Da müsste mal ein MOD was zu sagen ... kann ich nicht beurteilen.



koiteich1 schrieb:


> Die Preise der Pumpen wäre auch gut.
> Das ging ja flott mit dem Ergänzen der Liste


Preise sind immer so eine Sache und mittlerweile ja schon wochenabhängig wie an der Börse. Müsste wenn mit Datum rein von wann der Preis ist. Dann kommt wahrscheinlich irgendwann der Wunsch nach der Quelle .... ich möchte ja nicht bevorzugte Shops reinbringen oder so .... muss ich mal überlegen was ich da mache 

Ja klar ging schnell


----------



## koiteich1 (19. Apr. 2016)

Paas aber auf es gibt Ersatzmembranen für das alte und das neue Modell.
Nicht das du die falschen bekommst.


----------



## Tuppertasse (19. Apr. 2016)

koiteich1 schrieb:


> Paas aber auf es gibt Ersatzmembranen für das alte und das neue Modell.
> Nicht das du die falschen bekommst.


Oh Danke für den Hinweis


----------



## koiteich1 (19. Apr. 2016)

Ja bei den Preisen gebe ich dir recht die wechseln zu oft. wenn dann mit Datum.
Das mit den Shops würde ich lassen denn wenn einer sich so eine Pumpe holen will wird er eh im Forum nachfragen wo man die kaufen kann.


----------



## samorai (19. Apr. 2016)

Tuppertasse schrieb:


> . Das Sieb alle x-Wochen (rouinemäßig) säubern.


Mmmmhhh, da war jeden Tag ein Filterkuchen von einer guten Handfläche drinnen, also so kenne ich es.
Wahrscheinlich anderer Teich, andere Sitten.


----------



## Tuppertasse (19. Apr. 2016)

samorai schrieb:


> Mmmmhhh, da war jeden Tag ein Filterkuchen von einer guten Handfläche drinnen, also so kenne ich es.
> Wahrscheinlich anderer Teich, andere Sitten.
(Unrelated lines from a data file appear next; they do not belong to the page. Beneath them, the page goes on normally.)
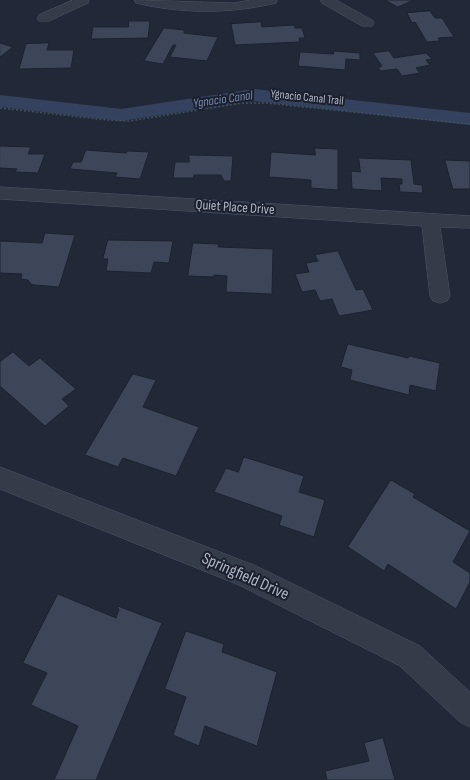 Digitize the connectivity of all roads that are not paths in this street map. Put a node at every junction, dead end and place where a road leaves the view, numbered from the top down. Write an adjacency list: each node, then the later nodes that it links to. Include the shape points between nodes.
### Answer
1 (83, 0): 5 (street)
2 (141, 0): 3 (street, via 168,6 234,7)
3 (271, 0)
4 (327, 0): 6 (street)
5 (44, 18)
6 (367, 22)
7 (0, 193): 8 (street, Quiet Place Drive)
8 (430, 220): 9 (street, Quiet Place Drive); 10 (street)
9 (470, 222)
10 (440, 296)
11 (0, 478): 12 (street, Springfield Drive, via 247,575 410,656)
12 (470, 712) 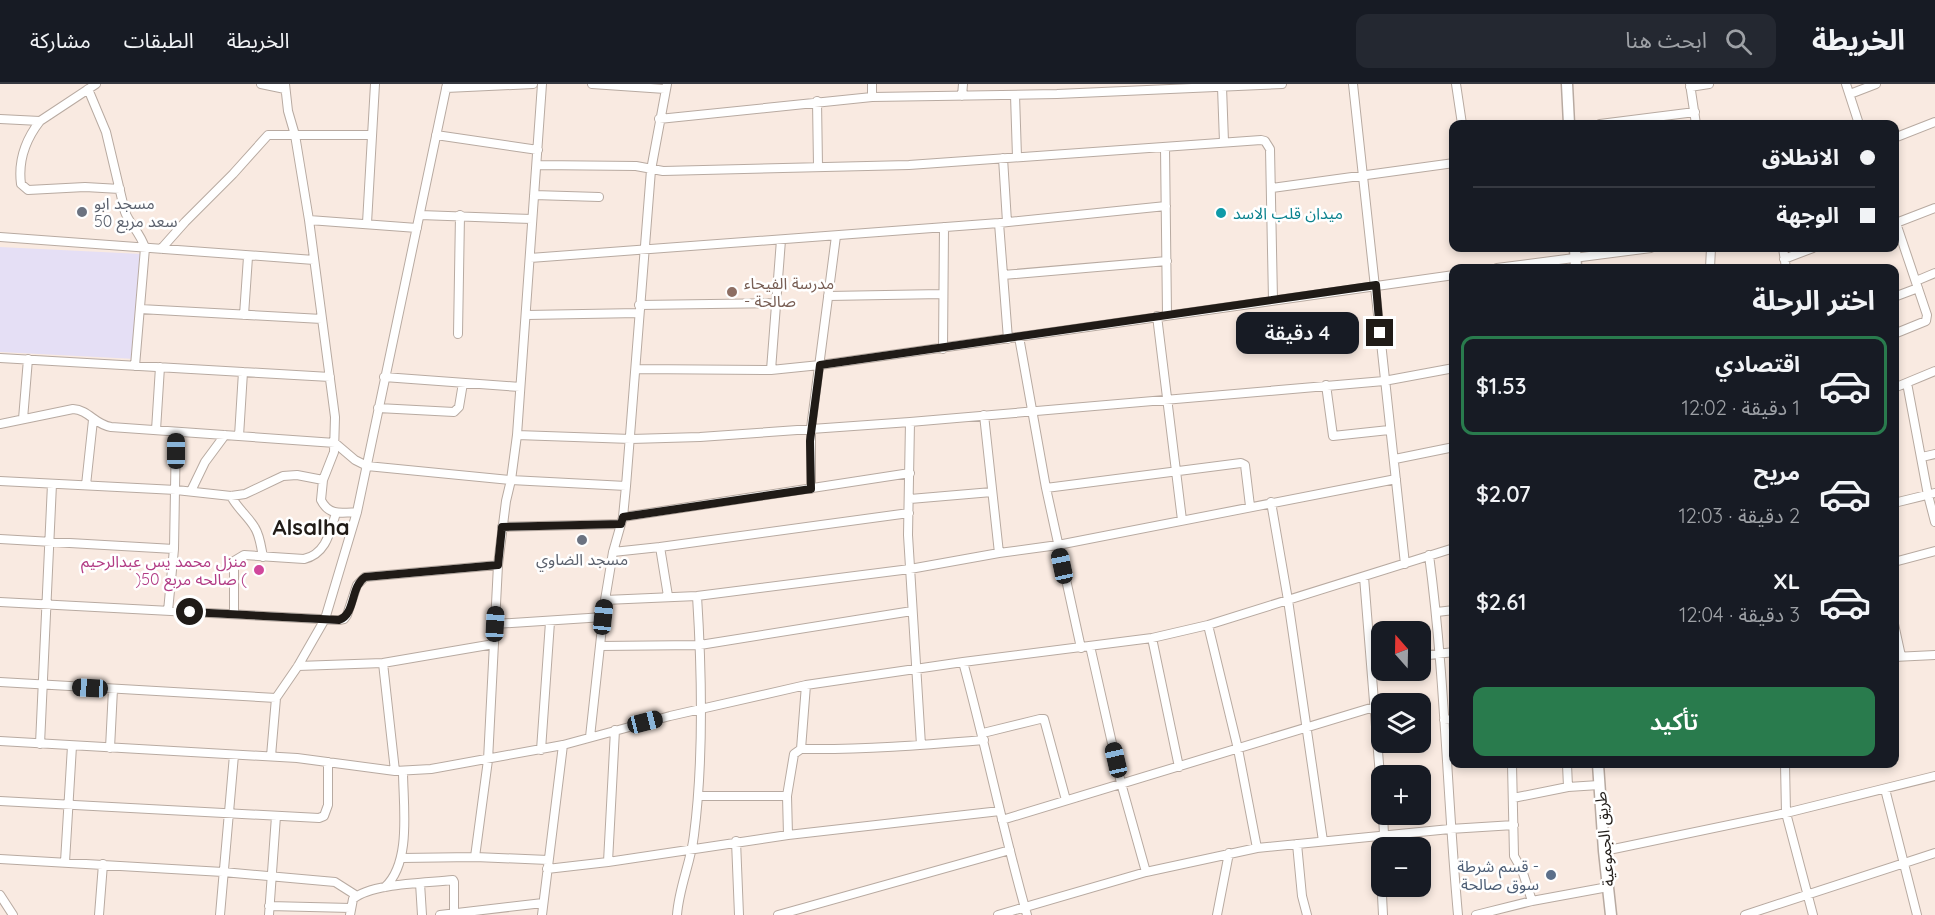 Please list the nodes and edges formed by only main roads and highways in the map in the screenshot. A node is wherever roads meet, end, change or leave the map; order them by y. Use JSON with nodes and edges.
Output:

Echt ? Also ich hatte jetzt über die Winterzeit schon einiges an "Schmocke" im Teich angesammelt. Das wird durch die Aktivität der Fische und Einsetzen Der Wasserschildi natürlich alles aufgewirbelt aber gut über den Skimmer weggesaugt. Jetzt im Frühjahr ist die Frequenz natürlich höher und ich mach jede Woche das Sieb sauber aber das legt sich wieder. Momentan habe ich meine Gummilippe im Verdacht, dass mir da was durchrutscht in meine Tonne und nicht rausgefiltert wird. Daher suche ich eine relativ elastische und dicke Gummilippe die sich schön plan an die CS2 Wand schmiegt und damit abdichtet.

zur Info:
Aktuelle Verson der  Luftpumpensammlung


----------



## Tuppertasse (20. Apr. 2016)

1 Tag früher als angekündigt ist der Umbau auf Membranbelüftung vollzogen.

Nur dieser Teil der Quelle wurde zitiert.